O fornecimento de Equipamento de Proteção Individual (EPIs) era insuficiente, principalmente entre os terceirizados. Os operadores de tratores não tinham a Carteira Nacional de Habilitação (CNH). O relatório da fiscalização destaca ainda a ocorrência de dois acidentes de trabalho fatais: o primeiro, em 2007, após o tombamento de um dos tratores; e o segundo, em 2008, quando um funcionário foi puxado por uma das máquinas e bateu a cabeça.
O TAC proposto pelo MPT propõe o pagamento de uma indenização no valor de R$ 2 milhões. "Trata-se de indenização por dano moral coletivo, que seria revertida em benefício da classe trabalhadora daquela localidade, a título de reparação pelos danos que resultaram da conduta irregular da empresa", explica o procurador do trabalho Alessandro, que acompanhou a ação em conjunto com o colega Eliaquim Queiroz.
Depois da fiscalização, algumas correções foram providenciadas - como a instalação de sanitários nas frentes de trabalho, o fornecimento de água potável e a oferta de local adequado para refeições. "Diversos empregados fizeram curso de tratorista. A jornada de trabalho também foi regularizada. Em função dessas correções de meio ambiente do trabalho e de jornada, a interdição foi suspensa depois de dez dias", adiciona Alessandro Beraldo.

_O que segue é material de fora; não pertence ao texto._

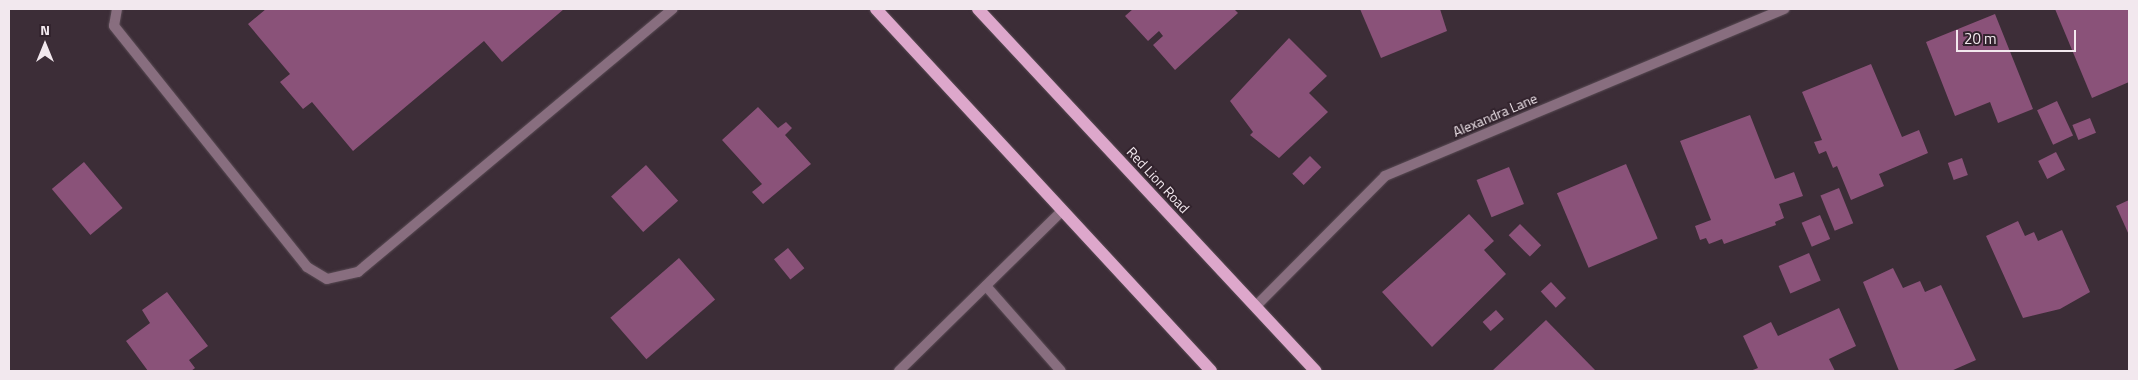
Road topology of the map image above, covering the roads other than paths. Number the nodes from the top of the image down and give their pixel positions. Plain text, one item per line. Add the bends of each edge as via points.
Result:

A assessoria de imprensa da empresa enviou nota à Repórter Brasil, na qual afirma que a "durante a inspeção, a LDC tomou imediatamente as medidas recomendadas pelo Ministério do Trabalho (embora não seja o empregador direto) de forma a assegurar o bem-estar dos trabalhadores".
Histórico
Não é a primeira vez que a empresa se recusa a assumir irregularidades trabalhistas encontradas por fiscais e a firmar TAC. Em 2006, após fiscalização que encontrou irregularidades semelhantes em usina da LDC em São Carlos (SP), o procurador Fábio Kosaka moveu ação cívil pública e a empresa foi condenada a pagar R$ 1 milhão por danos morais coletivos pela 2ª Vara da Justiça do Trabalho de Jaboticabal (SP), em abril de 2009.
Essa mesma usina foi inspecionada em 2008, pelo MTE e MPT. Na ocasião, a forma de pagamento dos cortadores foi contestada. Eles recebiam por produção e não tinham nenhum controle em relação ao cálculo feito pela empresa. A fiscalização exigiu também que a empresa devolvesse o dinheiro descontado dos empregados pelos minutos de intervalos para descanso.
A LDC assumiu oficialmente a Santelisa Vale em outubro de 2009 e formou a segunda maior processadora de cana-de-açúcar do mundo, com 13 usinas no país e capacidade anual de moagem de 40 milhões de toneladas.